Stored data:
▶

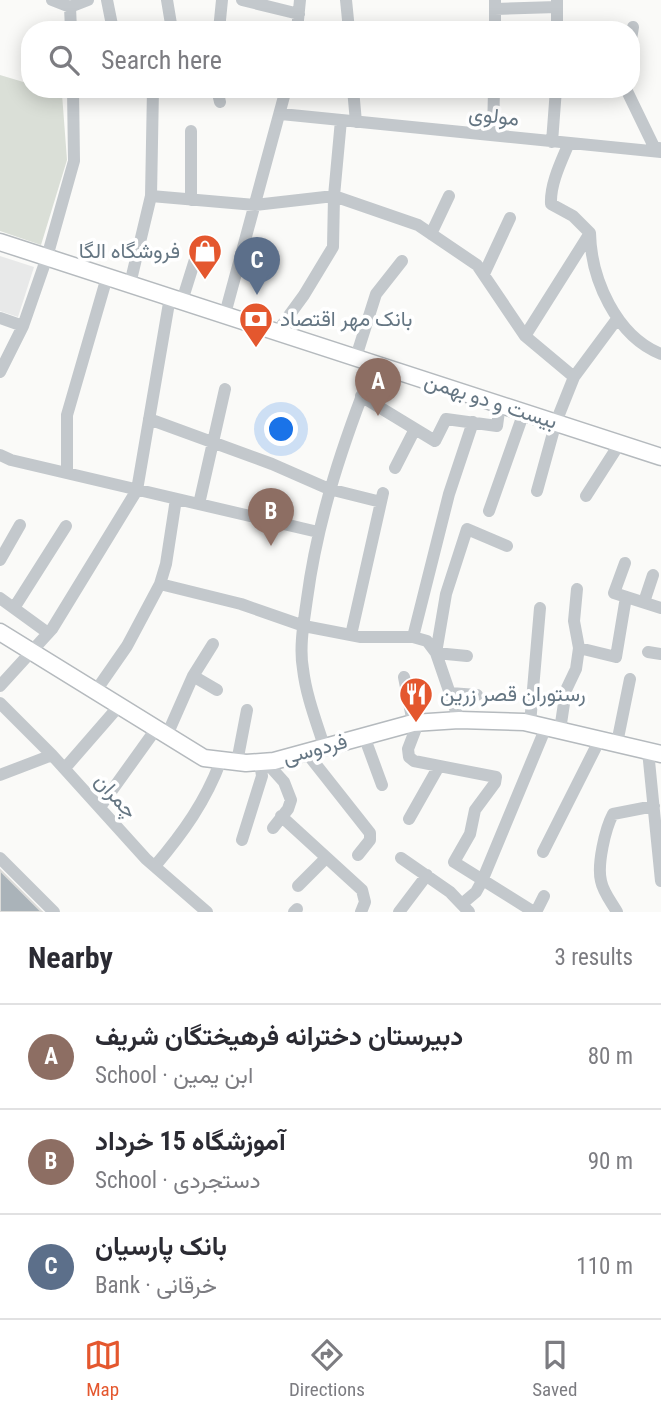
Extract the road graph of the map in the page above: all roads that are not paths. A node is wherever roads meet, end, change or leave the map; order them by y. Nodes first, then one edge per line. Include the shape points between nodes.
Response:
1 (52, 0) edge
2 (88, 0) edge
3 (107, 0) edge
4 (167, 0) edge
5 (222, 0) edge
6 (243, 0) edge
7 (300, 0) edge
8 (346, 0) edge
9 (557, 4) edge
10 (495, 5) edge
11 (70, 7) junction
12 (299, 14) junction
13 (71, 21) edge
14 (111, 21) edge
15 (170, 21) edge
16 (220, 21) edge
17 (298, 21) edge
18 (348, 21) edge
19 (72, 98) edge
20 (153, 98) edge
21 (284, 98) edge
22 (354, 98) edge
23 (494, 98) edge
24 (555, 98) edge
25 (631, 98) edge
26 (281, 114) junction
27 (341, 120) junction
28 (356, 122) junction
29 (191, 131) dead end
30 (493, 135) junction
31 (552, 142) junction
32 (569, 143) junction
33 (659, 149) edge
34 (449, 196) dead end
35 (151, 197) junction
36 (334, 197) junction
37 (191, 200) junction
38 (255, 205) junction
39 (510, 218) dead end
40 (590, 233) junction
41 (431, 234) junction
42 (0, 242) edge
43 (198, 250) dead end
44 (47, 257) junction
45 (402, 261) dead end
46 (484, 274) junction
47 (107, 276) junction
48 (130, 284) junction
49 (176, 299) junction
50 (225, 314) junction
51 (0, 318) edge
52 (617, 319) junction
53 (23, 326) junction
54 (277, 332) junction
55 (525, 336) junction
56 (661, 354) edge
57 (356, 357) junction
58 (375, 362) junction
59 (0, 372) edge
60 (574, 377) junction
61 (225, 389) dead end
62 (361, 396) junction
63 (500, 404) junction
64 (524, 412) junction
65 (149, 419) junction
66 (473, 422) junction
67 (556, 422) junction
68 (415, 429) junction
69 (214, 443) junction
70 (620, 443) junction
71 (0, 454) edge
72 (661, 457) edge
73 (395, 468) dead end
74 (67, 473) junction
75 (329, 489) junction
76 (137, 490) junction
77 (537, 491) dead end
78 (267, 496) dead end
79 (586, 496) dead end
80 (176, 499) junction
81 (199, 504) junction
82 (489, 510) dead end
83 (261, 519) junction
84 (20, 524) dead end
85 (66, 526) dead end
86 (318, 532) junction
87 (507, 546) dead end
88 (0, 560) edge
89 (625, 563) dead end
90 (653, 575) dead end
91 (160, 584) junction
92 (577, 589) dead end
93 (626, 597) junction
94 (0, 598) edge
95 (644, 602) junction
96 (14, 608) junction
97 (540, 608) dead end
98 (661, 608) edge
99 (304, 626) junction
100 (0, 632) edge
101 (48, 633) junction
102 (351, 635) junction
103 (413, 637) junction
104 (213, 644) dead end
105 (579, 648) junction
106 (32, 653) junction
107 (436, 653) junction
108 (467, 656) dead end
109 (192, 676) junction
110 (404, 677) dead end
111 (630, 679) dead end
112 (0, 686) edge
113 (217, 690) dead end
114 (94, 692) junction
115 (450, 693) junction
116 (477, 695) dead end
117 (0, 703) edge
118 (119, 706) junction
119 (247, 710) dead end
120 (459, 720) junction
121 (415, 723) junction
122 (530, 724) junction
123 (553, 729) junction
124 (161, 732) junction
125 (364, 736) junction
126 (608, 741) junction
127 (324, 747) junction
128 (306, 752) junction
129 (655, 752) edge
130 (52, 755) junction
131 (229, 761) junction
132 (263, 762) junction
133 (439, 766) junction
134 (65, 768) junction
135 (0, 775) edge
136 (382, 785) dead end
137 (654, 806) junction
138 (100, 807) junction
139 (281, 817) junction
140 (409, 819) dead end
141 (273, 828) dead end
142 (242, 840) dead end
143 (543, 852) dead end
144 (358, 855) dead end
145 (0, 858) edge
146 (326, 858) junction
147 (401, 858) dead end
148 (155, 866) junction
149 (427, 875) junction
150 (482, 881) junction
151 (661, 881) edge
152 (298, 886) dead end
153 (544, 896) dead end
154 (466, 908) edge
155 (49, 910) edge
156 (207, 912) edge
157 (361, 912) edge
158 (399, 912) edge
159 (535, 912) edge
160 (617, 912) edge

1 - 11 street
2 - 11 street
3 - 14 street
4 - 15 street
5 - 16 street
6 - 12 street
7 - 12 street
8 - 18 street
9 - 10 street
11 - 13 street
12 - 17 street
19 - 44 street via 74,161
20 - 35 street
21 - 26 street
22 - 28 street
23 - 30 street
24 - 31 street
25 - 33 street
26 - 27 street, مولوی
26 - 38 street
27 - 28 street, مولوی
27 - 36 street
28 - 30 street, مولوی
29 - 37 street
30 - 31 street, مولوی
31 - 32 street, مولوی
32 - 33 street, مولوی
32 - 40 street via 551,204
34 - 41 street
35 - 37 street
35 - 48 street
36 - 38 street
36 - 41 street via 418,225
36 - 54 street via 333,247
37 - 38 street
38 - 50 street
39 - 46 street
40 - 52 street via 598,277
40 - 55 street
41 - 46 street
42 - 44 main road, بیست و دو بهمن
43 - 49 street
44 - 47 main road, بیست و دو بهمن
44 - 53 street
45 - 57 street via 376,294
46 - 55 street
47 - 48 main road, بیست و دو بهمن
47 - 74 street via 67,415
48 - 49 main road, بیست و دو بهمن
49 - 50 main road, بیست و دو بهمن
49 - 65 street
50 - 54 main road, بیست و دو بهمن
51 - 53 street
52 - 56 street
52 - 60 street
53 - 59 street
54 - 57 main road, بیست و دو بهمن
55 - 60 street
57 - 58 main road, بیست و دو بهمن
58 - 62 street
58 - 63 main road, بیست و دو بهمن
60 - 67 street
61 - 69 street
62 - 68 street
62 - 75 street
63 - 64 main road, بیست و دو بهمن
63 - 66 street via 497,426
64 - 67 main road, بیست و دو بهمن
64 - 82 street
65 - 69 street
65 - 76 street
66 - 68 street via 446,419 435,441
66 - 103 street via 449,494
67 - 70 main road, بیست و دو بهمن
67 - 77 street
68 - 73 street
69 - 75 street
69 - 81 street
70 - 72 main road, بیست و دو بهمن
70 - 79 street
71 - 74 street
74 - 76 street
75 - 86 street
75 - 102 street via 382,498
76 - 80 street
76 - 101 street
78 - 83 street
80 - 81 street
80 - 91 street
81 - 83 street
83 - 86 street
84 - 88 street
85 - 96 street
86 - 99 street
87 - 107 street via 467,529 446,594
89 - 93 street via 614,593
90 - 95 street
91 - 99 street
91 - 114 street via 127,646
92 - 105 street
93 - 95 street
93 - 105 street via 616,657
94 - 96 street
95 - 98 street
96 - 101 street
97 - 122 street
99 - 102 street
99 - 127 street via 302,667
100 - 106 main road, فردوسی
101 - 106 street
102 - 103 street
103 - 107 street via 427,641
104 - 109 street
105 - 123 street via 576,669
106 - 112 street
106 - 114 main road, فردوسی
107 - 108 street
107 - 115 street
109 - 113 street
109 - 124 street
110 - 121 street
111 - 126 street
114 - 118 main road, فردوسی
115 - 116 street
115 - 120 street
117 - 130 street, چمران
118 - 124 main road, فردوسی
118 - 134 street
119 - 131 street
120 - 121 main road, فردوسی
120 - 122 main road, فردوسی
121 - 125 main road, فردوسی
121 - 133 street via 409,757
122 - 123 main road, فردوسی
123 - 126 main road, فردوسی
123 - 150 street
124 - 131 main road, فردوسی via 204,758
124 - 138 street
125 - 127 main road, فردوسی
125 - 136 street
126 - 129 main road, فردوسی
126 - 143 street
127 - 128 main road, فردوسی
128 - 132 main road, فردوسی
128 - 144 street via 369,833 370,840
129 - 137 street
130 - 134 street, چمران
130 - 135 street
131 - 132 main road, فردوسی
131 - 148 street via 183,833
132 - 139 street via 284,782 291,800
132 - 142 street
133 - 140 street
133 - 150 street via 496,777 475,810 470,834 454,862
134 - 138 street, چمران
137 - 151 street
137 - 160 street via 613,814 608,822 601,885
138 - 148 street, چمران
139 - 141 street
139 - 146 street
145 - 155 street
146 - 152 street
146 - 157 street via 362,890 365,902
147 - 149 street
148 - 156 street, چمران
149 - 154 street
149 - 158 street
150 - 154 street
150 - 159 street
153 - 159 street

◀

Exercise objective:
Out of the preceding entries, pull each line that contains the word "مولوی".

Exercise result:
26 - 27 street, مولوی
27 - 28 street, مولوی
28 - 30 street, مولوی
30 - 31 street, مولوی
31 - 32 street, مولوی
32 - 33 street, مولوی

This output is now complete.